Democratic lawmakers and outside groups quickly criticized the move as violating the Constitution.

“This is blatantly unconstitutional. The Constitution’s text is clear,” said Elizabeth Wydra, the president of the liberal Constitutional Accountability Center. “The federal government has a constitutional obligation to count all people living in the United States, whether they are citizens or noncitizens, whether they were born in the United States or in a distant part of the world.”

The American Civil Liberties Union, which led a successful legal challenge against Mr. Trump’s earlier attempt to add a citizenship question to the census, said it would fight the president’s move in court.

The Constitution mandates that the government conduct an “enumeration” of the population every 10 years for the purpose of apportioning congressional representatives. The 14th Amendment says the representatives should be apportioned by counting the “whole number of persons in each state.”

The House Oversight Committee said it would hold an emergency hearing on the census next week.

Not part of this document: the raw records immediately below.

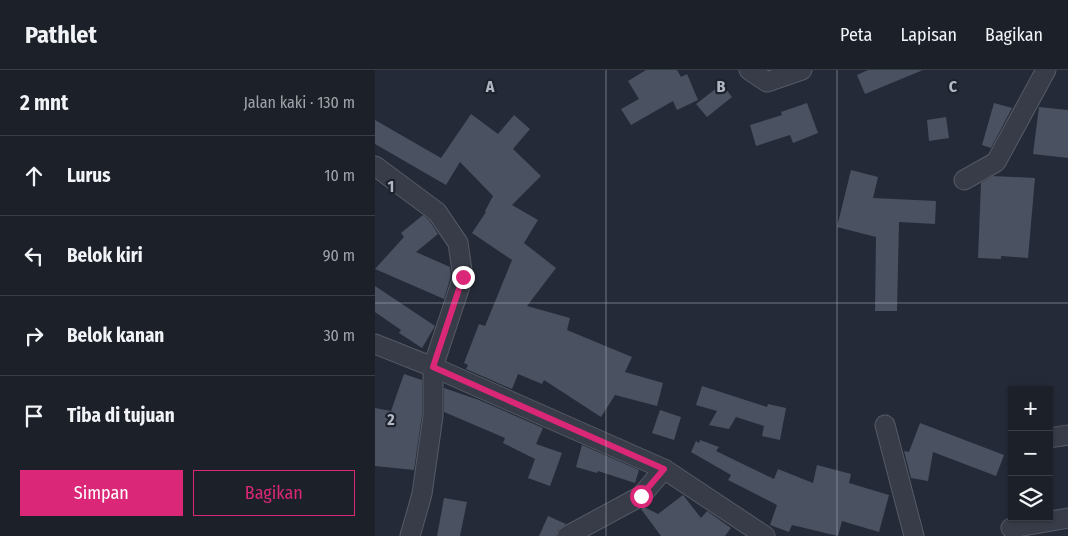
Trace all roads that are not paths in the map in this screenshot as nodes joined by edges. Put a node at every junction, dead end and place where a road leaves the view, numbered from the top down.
1 (749, 70) edge
2 (802, 70) edge
3 (1046, 70) edge
4 (375, 166) edge
5 (964, 180) dead end
6 (375, 344) edge
7 (433, 367) junction
8 (885, 425) dead end
9 (1068, 435) edge
10 (1053, 437) edge
11 (664, 469) junction
12 (1066, 524) edge
13 (1011, 528) dead end
14 (409, 536) edge
15 (567, 536) edge
16 (765, 536) edge
17 (914, 536) edge

1 - 2 street
3 - 5 street
4 - 7 street
6 - 7 street
7 - 11 street
7 - 14 street
8 - 17 street
9 - 10 street
11 - 15 street
11 - 16 street
12 - 13 street

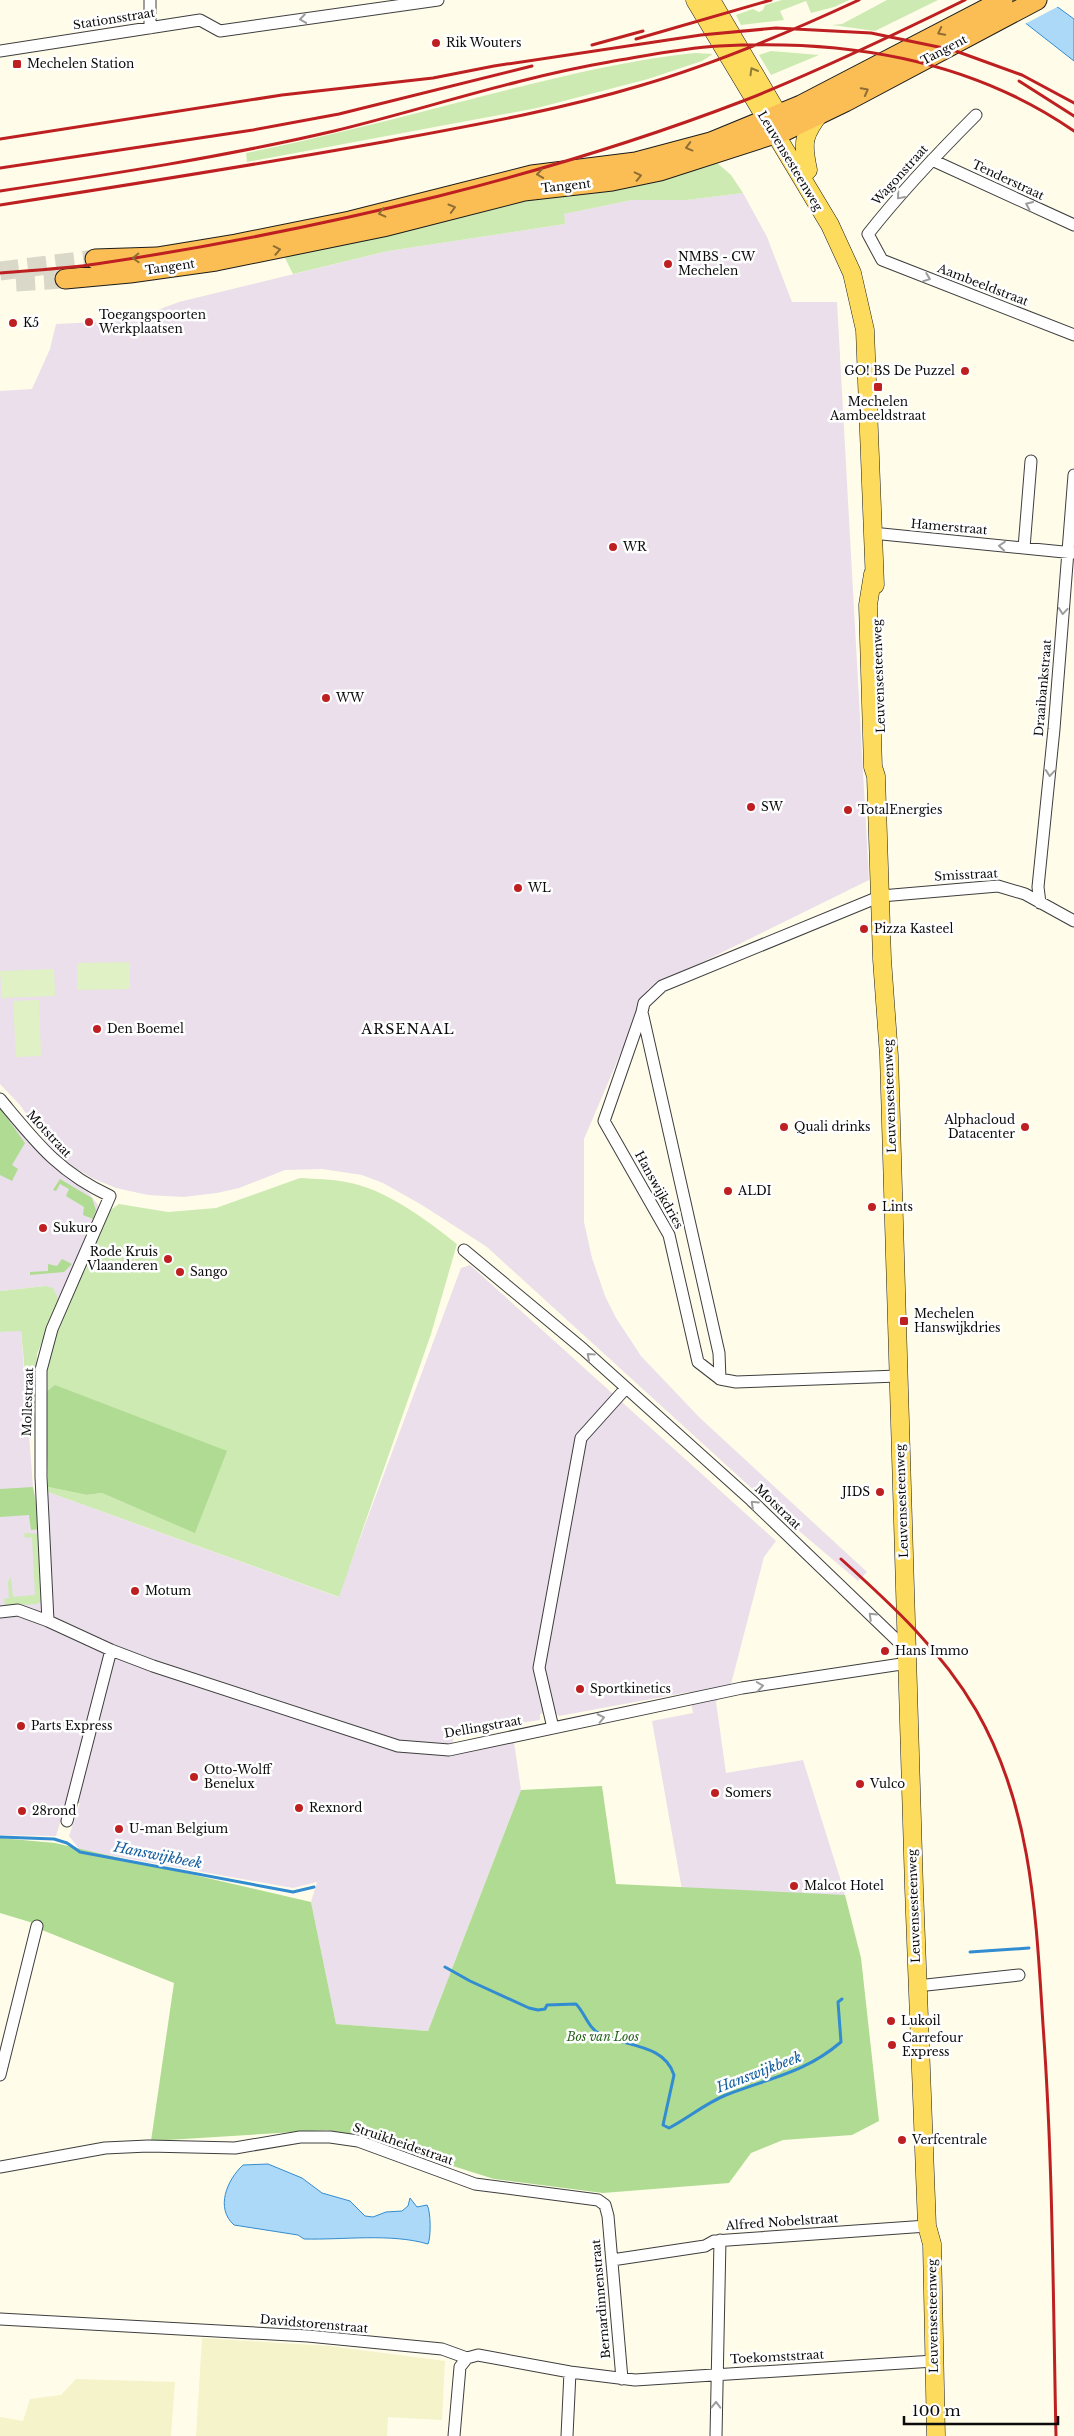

“By excluding undocumented immigrants from apportionment or redistricting, this administration departs from more than two centuries of practice and constitutional understanding,” Committee Chairwoman Carolyn Maloney (D., N.Y.) said Tuesday.

The Census Bureau said earlier this month that it would begin deploying hundreds of thousands of enumerators to knock on millions of doors nationwide, after the agency delayed parts of the 2020 count because of the coronavirus pandemic. So far, 91 million households, or 62% of those in the U.S., have responded to the census since the bulk of the decennial population tally got under way in March.

The Trump administration last July abandoned its bid to include a question on the census asking people about their citizenship status, amid a series of legal challenges including a Supreme Court ruling halting the effort. Democrats and activists warned the effort would discourage many immigrants, including those who aren’t in the country legally, from participating. Instead, Mr. Trump signed an executive order at the time requiring federal agencies to share information with the Census Bureau to assist in collecting U.S. residents’ citizenship details.

But obtaining an accurate count of unauthorized residents from that data would be extremely challenging. The order would let the agency match census responses with citizenship-verified records such as Social Security and passport records to produce local counts of citizens and noncitizens. However, such records typically verify only whether someone is a citizen or legal immigrant. Subtracting both groups from total population counts would let the Census Bureau indirectly produce estimates of unauthorized immigrants.

Federal law prohibits the bureau from using census data “for any purpose other than the statistical purposes for which it is supplied,” and from releasing statistics in a form that would allow an individual to be identified.

Lawmakers of both parties have called on the Trump administration to ensure the census is conducted accurately.

“It is imperative for the Census to count every person in the United States, where they live, and this includes communities that for various reasons have historically had low participation in decennial censuses,” Sen. Jerry Moran (R., Kans.) and Jeanne Shaheen (D., N.H.) wrote in a letter to Census Director Steven Dillingham earlier this month, adding that they would be watching closely to ensure data processing is “free from political interference.”